La Chambre des représentants a adopté, le 23 avril dernier, le projet de loi ‘relative à l’internement de personnes’. Lorsqu’elle aura été signée par le Roi, elle sera publiée au Moniteur belge, même si elle ne devrait entrer en vigueur que le 1er janvier 2016.
Son texte peut être consulté à l’adresse suivante : cliquez ici ; il s’agit du texte adopté par le Sénat, identique au texte définitivement adopté ensuite par la Chambre.
Selon l’article 9, § 1er, de cette loi, dite « loi Anciaux », qui abroge les lois antérieures des 9 avril 1930 et 21 avril 2007, l’internement est une mesure pouvant être prises par une juridiction à l’égard d’une personne « (1°) qui a commis un fait qualifié crime ou délit punissable d’une peine d’emprisonnement et (2°) qui, au moment du jugement, est atteinte d’un trouble mental qui abolit ou altère gravement sa capacité de discernement ou de contrôle de ses acte et (3°) pour laquelle le danger existe qu’elle commette de nouvelles infractions en raison de son trouble mental, éventuellement combiné avec d’autres facteurs de risque ».
En vertu de l’article 2 de la même loi,
« L’internement [...] est une mesure de sûreté destinée à la fois à protéger la société et à faire en sorte que soient dispensés à la personne internée les soins requis par son état en vue de sa réinsertion dans la société. Compte tenu du risque pour la sécurité et de l’état de santé de la personne internée, celle-ci se verra proposer les soins dont elle a besoin pour mener une vie conforme à la dignité humaine. Ces soins doivent permettre à la personne internée de se réinsérer le mieux possible dans la société et sont dispensés – lorsque cela est indiqué et réalisable – par le biais d’un trajet de soins de manière à être adaptés à la personne internée ».
Le Conseil supérieur de la justice a consacré un colloque à la problématique de l’internement le 7 mai dernier, question qu’il est devenu urgent de traiter à la suite notamment de plusieurs condamnations de la Belgique ; Justice-en-ligne a ainsi fait écho à un de ces arrêts, prononcé le 10 janvier 2013 par la Cour européenne des droits de l’homme en la matière (
P. Derestiat, «
La Cour européenne des droits de l’homme condamne la Belgique en raison de la situation des internés dans le système carcéral »
).
Il est impossible d’évoquer le colloque en quelques mots.
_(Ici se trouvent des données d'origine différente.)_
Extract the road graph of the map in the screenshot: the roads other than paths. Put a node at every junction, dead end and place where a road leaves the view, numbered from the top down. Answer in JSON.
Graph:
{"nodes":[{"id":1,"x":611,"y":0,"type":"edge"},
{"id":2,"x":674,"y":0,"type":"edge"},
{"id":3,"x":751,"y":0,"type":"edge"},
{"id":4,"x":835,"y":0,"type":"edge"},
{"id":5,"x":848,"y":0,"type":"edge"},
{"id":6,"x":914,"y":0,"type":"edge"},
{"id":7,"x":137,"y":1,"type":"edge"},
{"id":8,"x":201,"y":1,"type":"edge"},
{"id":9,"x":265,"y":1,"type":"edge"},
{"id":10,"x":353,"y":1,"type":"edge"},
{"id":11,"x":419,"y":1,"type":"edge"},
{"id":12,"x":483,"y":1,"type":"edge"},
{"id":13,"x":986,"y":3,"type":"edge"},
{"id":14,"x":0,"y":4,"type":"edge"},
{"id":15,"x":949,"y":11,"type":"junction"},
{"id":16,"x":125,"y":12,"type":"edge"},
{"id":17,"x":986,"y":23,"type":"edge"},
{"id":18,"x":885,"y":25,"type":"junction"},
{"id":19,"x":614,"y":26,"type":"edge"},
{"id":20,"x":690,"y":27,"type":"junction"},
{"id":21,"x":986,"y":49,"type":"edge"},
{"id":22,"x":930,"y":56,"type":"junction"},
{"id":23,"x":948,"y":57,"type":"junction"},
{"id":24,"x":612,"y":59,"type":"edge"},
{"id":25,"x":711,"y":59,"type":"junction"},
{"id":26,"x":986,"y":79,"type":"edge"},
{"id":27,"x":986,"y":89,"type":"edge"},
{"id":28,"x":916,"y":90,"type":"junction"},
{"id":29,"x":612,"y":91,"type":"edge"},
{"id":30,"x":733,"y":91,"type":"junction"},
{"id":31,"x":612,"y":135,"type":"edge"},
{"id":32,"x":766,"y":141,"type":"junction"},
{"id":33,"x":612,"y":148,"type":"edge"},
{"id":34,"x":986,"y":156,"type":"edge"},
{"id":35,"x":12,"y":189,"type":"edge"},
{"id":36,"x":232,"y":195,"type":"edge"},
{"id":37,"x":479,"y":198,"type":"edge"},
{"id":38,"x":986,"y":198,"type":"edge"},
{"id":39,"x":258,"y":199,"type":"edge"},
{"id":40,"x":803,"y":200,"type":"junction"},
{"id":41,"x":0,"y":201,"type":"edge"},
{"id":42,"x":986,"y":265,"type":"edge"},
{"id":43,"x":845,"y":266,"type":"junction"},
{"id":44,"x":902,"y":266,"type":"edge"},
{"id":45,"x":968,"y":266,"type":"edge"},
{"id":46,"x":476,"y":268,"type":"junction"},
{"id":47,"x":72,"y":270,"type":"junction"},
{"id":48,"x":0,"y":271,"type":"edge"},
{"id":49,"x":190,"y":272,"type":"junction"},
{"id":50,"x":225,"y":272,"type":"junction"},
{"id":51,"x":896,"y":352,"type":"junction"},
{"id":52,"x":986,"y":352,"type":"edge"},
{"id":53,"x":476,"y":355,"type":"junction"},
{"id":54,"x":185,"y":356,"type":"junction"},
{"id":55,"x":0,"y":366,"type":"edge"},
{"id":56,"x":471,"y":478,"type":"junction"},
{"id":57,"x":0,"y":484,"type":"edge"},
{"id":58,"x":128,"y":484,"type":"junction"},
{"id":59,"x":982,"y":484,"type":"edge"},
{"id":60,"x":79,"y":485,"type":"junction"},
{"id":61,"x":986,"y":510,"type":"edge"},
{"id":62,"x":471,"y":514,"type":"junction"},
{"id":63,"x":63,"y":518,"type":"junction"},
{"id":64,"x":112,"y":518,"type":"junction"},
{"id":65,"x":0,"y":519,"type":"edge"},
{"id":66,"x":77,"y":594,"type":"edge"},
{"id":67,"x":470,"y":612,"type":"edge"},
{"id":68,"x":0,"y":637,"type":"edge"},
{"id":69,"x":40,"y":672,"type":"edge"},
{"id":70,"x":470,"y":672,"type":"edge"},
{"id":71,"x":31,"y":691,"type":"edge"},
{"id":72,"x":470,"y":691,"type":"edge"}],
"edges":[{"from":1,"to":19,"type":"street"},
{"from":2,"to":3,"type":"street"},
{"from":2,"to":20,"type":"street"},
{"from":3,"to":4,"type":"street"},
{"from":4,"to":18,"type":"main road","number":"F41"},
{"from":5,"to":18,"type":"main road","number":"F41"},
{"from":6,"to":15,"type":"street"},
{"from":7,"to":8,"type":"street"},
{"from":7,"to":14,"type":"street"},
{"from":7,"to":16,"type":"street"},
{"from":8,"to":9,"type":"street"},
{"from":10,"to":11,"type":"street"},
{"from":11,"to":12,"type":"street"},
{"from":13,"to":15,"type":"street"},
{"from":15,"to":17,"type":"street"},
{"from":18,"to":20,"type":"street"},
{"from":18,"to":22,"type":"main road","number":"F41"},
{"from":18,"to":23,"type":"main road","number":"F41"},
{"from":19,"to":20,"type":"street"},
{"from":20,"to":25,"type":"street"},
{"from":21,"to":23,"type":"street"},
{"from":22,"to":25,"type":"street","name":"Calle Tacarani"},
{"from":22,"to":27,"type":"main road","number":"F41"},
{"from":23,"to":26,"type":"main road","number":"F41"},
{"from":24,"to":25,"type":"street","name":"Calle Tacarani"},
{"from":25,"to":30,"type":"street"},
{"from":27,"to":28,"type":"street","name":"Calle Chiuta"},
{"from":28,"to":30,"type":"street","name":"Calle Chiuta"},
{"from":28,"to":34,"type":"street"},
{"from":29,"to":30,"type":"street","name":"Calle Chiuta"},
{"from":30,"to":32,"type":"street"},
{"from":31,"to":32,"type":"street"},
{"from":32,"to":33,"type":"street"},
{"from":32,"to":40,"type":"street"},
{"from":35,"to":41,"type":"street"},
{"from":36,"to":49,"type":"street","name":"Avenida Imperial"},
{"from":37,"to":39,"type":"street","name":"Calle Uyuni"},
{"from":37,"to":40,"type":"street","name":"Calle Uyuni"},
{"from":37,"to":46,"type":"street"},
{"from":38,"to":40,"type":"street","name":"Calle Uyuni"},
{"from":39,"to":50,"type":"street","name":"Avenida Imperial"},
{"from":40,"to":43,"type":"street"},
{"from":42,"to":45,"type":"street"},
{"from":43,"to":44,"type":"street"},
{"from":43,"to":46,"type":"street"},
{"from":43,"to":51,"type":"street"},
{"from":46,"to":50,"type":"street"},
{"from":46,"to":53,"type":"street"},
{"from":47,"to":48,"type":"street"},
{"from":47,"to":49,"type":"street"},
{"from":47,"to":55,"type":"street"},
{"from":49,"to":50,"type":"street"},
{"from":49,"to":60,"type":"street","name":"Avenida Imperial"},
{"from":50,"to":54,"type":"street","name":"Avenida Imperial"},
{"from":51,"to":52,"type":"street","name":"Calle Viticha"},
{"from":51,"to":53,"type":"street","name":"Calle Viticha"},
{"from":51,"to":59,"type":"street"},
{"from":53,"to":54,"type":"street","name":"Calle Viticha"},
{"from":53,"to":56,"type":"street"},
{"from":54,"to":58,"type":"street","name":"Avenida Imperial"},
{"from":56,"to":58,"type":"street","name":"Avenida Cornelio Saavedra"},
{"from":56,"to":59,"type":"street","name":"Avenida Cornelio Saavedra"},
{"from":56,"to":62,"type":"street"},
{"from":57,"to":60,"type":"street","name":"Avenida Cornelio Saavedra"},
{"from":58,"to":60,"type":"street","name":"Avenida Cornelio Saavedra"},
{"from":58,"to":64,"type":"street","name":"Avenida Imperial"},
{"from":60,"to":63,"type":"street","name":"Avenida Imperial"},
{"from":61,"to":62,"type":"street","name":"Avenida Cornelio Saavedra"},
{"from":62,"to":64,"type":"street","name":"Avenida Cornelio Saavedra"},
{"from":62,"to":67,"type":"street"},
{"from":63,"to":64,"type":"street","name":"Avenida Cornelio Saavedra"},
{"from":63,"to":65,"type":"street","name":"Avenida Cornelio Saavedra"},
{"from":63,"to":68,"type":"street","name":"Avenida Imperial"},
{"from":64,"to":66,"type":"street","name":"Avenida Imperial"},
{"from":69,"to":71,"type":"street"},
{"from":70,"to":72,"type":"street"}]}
En voici son programme, qui, comme vous le verrez, ne se place pas uniquement sur le plan juridique, mais aussi psychiatrique ou politique par exemple ici. Voici également, ci-après, comment le colloque a été présenté par le Conseil supérieur de la justice.
Le colloque entend dresser l’état de la situation de l’internement des personnes qui ont commis un fait punissable et ont été déclarées irresponsables.
Lorsque l’on observe le cadre juridique, on constate que plusieurs initiatives se suivent. Pourtant, la loi du 9 avril 1930 à l’égard des anormaux, des délinquants d’habitude et des auteurs de certains délits sexuels, révisée par la loi du 1er juillet 1964 de défense sociale à l’égard des anormaux et des délinquants d’habitude, est toujours d’application pour l’instant. À cette loi s’ajoute encore celle du 21 avril 2007 relative à l’internement des personnes atteintes d’un trouble mental, qui n’est toutefois pas encore entrée en vigueur. Vient enfin la « loi Anciaux », récemment adoptée par le Parlement fédéral.
En matière d’internement, la Belgique ne jouit pas d’une bonne réputation. Elle compte actuellement 14 condamnations par la Cour européenne des droits de l’homme. Les récentes condamnations remontent au 9 janvier 2014 et concernent huit affaires différentes. Le fil rouge que l’on retrouve dans les 14 arrêts, c’est l’article 5, § 1, de la Convention européenne des droits de l’homme, qui protège le droit à la liberté.
Cela signifie, en d’autres termes, qu’il n’y a aucune relation causale entre la raison de la privation de liberté et le lieu où la personne est enfermée. La personne internée souffre donc d’un manque d’accueil et de soins adaptés. Le Comité européen pour la prévention de la torture et des peines ou traitements inhumains ou dégradants a déjà plusieurs fois rappelé la Belgique à l’ordre en raison du manque de soins et de traitements appropriés en milieu carcéral. Ce message a été répété dans le rapport annuel 2013 du Médiateur fédéral.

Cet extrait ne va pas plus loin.